Jane Goodall Institute Digitizes Gombe Records with AI
The Jane Goodall Institute (JGI) is building an AI-powered platform to digitize and search decades of Gombe field records. Per a JGI press release, JGI USA won a 2025 AWS Imagine Grant in the Pathfinder, Generative AI category, receiving up to $200,000 in unrestricted funding, up to $100,000 in AWS promotional credits, and support from the AWS Generative AI Innovation Center. Business Insider reports JGI began using AI in 2025 to accelerate digitization of roughly 500,000 pages of handwritten notes, and JGI says the archive spans 65 years of primate research. Aibusiness reports AWS has also committed $1 million from its Generative AI Innovation Fund toward digitization. Sources describe the effort as the Gombe AI Research Platform; goals include identifying individual chimpanzees, extracting behavioral signals from video, and converting multilingual handwritten notes into searchable data for researchers.
What happened
Per the Jane Goodall Institute USA press release, JGI USA was named a winner of the 2025 AWS Imagine Grant in the Pathfinder, Generative AI category, and will work with AWS to transform more than 65 years of primate-behavior data from the Gombe Stream Research Center into an AI-powered research platform. The release states the grant provides up to $200,000 in unrestricted funding, up to $100,000 in AWS promotional credits, and implementation support from the AWS Generative AI Innovation Center.
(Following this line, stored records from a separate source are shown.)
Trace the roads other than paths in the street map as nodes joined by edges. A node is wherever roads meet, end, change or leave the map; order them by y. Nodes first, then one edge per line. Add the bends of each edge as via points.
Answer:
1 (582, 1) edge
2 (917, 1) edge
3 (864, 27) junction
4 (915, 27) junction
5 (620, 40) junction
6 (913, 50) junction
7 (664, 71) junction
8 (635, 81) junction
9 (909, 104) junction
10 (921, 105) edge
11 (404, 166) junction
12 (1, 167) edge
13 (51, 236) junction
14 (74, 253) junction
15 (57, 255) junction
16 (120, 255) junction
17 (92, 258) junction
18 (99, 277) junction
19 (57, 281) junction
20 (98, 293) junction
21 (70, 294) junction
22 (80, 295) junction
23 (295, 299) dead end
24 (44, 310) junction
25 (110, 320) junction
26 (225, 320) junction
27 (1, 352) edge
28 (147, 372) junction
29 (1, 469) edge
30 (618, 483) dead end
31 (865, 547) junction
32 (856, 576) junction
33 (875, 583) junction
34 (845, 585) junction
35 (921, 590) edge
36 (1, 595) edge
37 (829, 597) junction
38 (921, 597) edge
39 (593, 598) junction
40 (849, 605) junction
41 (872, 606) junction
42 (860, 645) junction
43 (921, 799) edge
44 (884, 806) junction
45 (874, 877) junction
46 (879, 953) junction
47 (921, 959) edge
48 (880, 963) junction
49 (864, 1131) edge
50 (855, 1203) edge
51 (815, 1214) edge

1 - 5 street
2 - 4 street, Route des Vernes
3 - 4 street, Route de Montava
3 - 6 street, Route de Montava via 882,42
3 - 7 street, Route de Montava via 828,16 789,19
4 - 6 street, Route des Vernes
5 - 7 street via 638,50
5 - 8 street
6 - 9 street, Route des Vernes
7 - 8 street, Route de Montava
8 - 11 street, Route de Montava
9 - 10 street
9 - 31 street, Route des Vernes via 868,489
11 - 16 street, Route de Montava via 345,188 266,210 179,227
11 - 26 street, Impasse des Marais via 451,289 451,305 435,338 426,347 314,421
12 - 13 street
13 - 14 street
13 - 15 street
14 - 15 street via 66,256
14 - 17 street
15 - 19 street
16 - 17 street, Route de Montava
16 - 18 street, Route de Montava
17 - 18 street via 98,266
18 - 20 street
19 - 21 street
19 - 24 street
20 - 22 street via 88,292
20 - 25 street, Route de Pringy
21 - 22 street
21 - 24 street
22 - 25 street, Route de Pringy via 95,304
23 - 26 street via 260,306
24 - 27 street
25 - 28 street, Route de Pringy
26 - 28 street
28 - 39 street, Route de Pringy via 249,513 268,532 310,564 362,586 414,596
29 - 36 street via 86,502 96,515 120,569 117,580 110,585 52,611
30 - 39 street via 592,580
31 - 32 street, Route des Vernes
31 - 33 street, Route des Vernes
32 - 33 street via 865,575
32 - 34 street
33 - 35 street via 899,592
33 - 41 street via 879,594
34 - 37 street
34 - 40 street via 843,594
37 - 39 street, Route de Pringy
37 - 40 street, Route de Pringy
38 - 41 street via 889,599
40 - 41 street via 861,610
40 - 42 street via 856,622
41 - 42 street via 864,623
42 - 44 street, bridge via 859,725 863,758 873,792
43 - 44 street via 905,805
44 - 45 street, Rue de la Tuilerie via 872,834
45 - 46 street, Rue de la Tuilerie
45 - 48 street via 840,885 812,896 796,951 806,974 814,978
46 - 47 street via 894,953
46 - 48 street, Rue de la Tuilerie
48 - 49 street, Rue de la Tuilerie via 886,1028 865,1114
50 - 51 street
Business Insider reports JGI began using AI in 2025 to accelerate digitization of roughly 500,000 pages of handwritten field notes, and aibusiness reports AWS has committed $1 million from its Generative AI Innovation Fund toward broader digitization.
Technical details
Aibusiness reports the proof-of-concept work uses multimodal large language models and embedding models on AWS and Amazon SageMaker, combined with prompt engineering, to convert handwritten notes, film, photos, and audio into structured, searchable records. The effort, developed as the Gombe AI Research Platform, aims to identify individual chimpanzees in video, extract behavioral annotations, and index multilingual notes recorded in English and Swahili, per Business Insider and an AWS podcast.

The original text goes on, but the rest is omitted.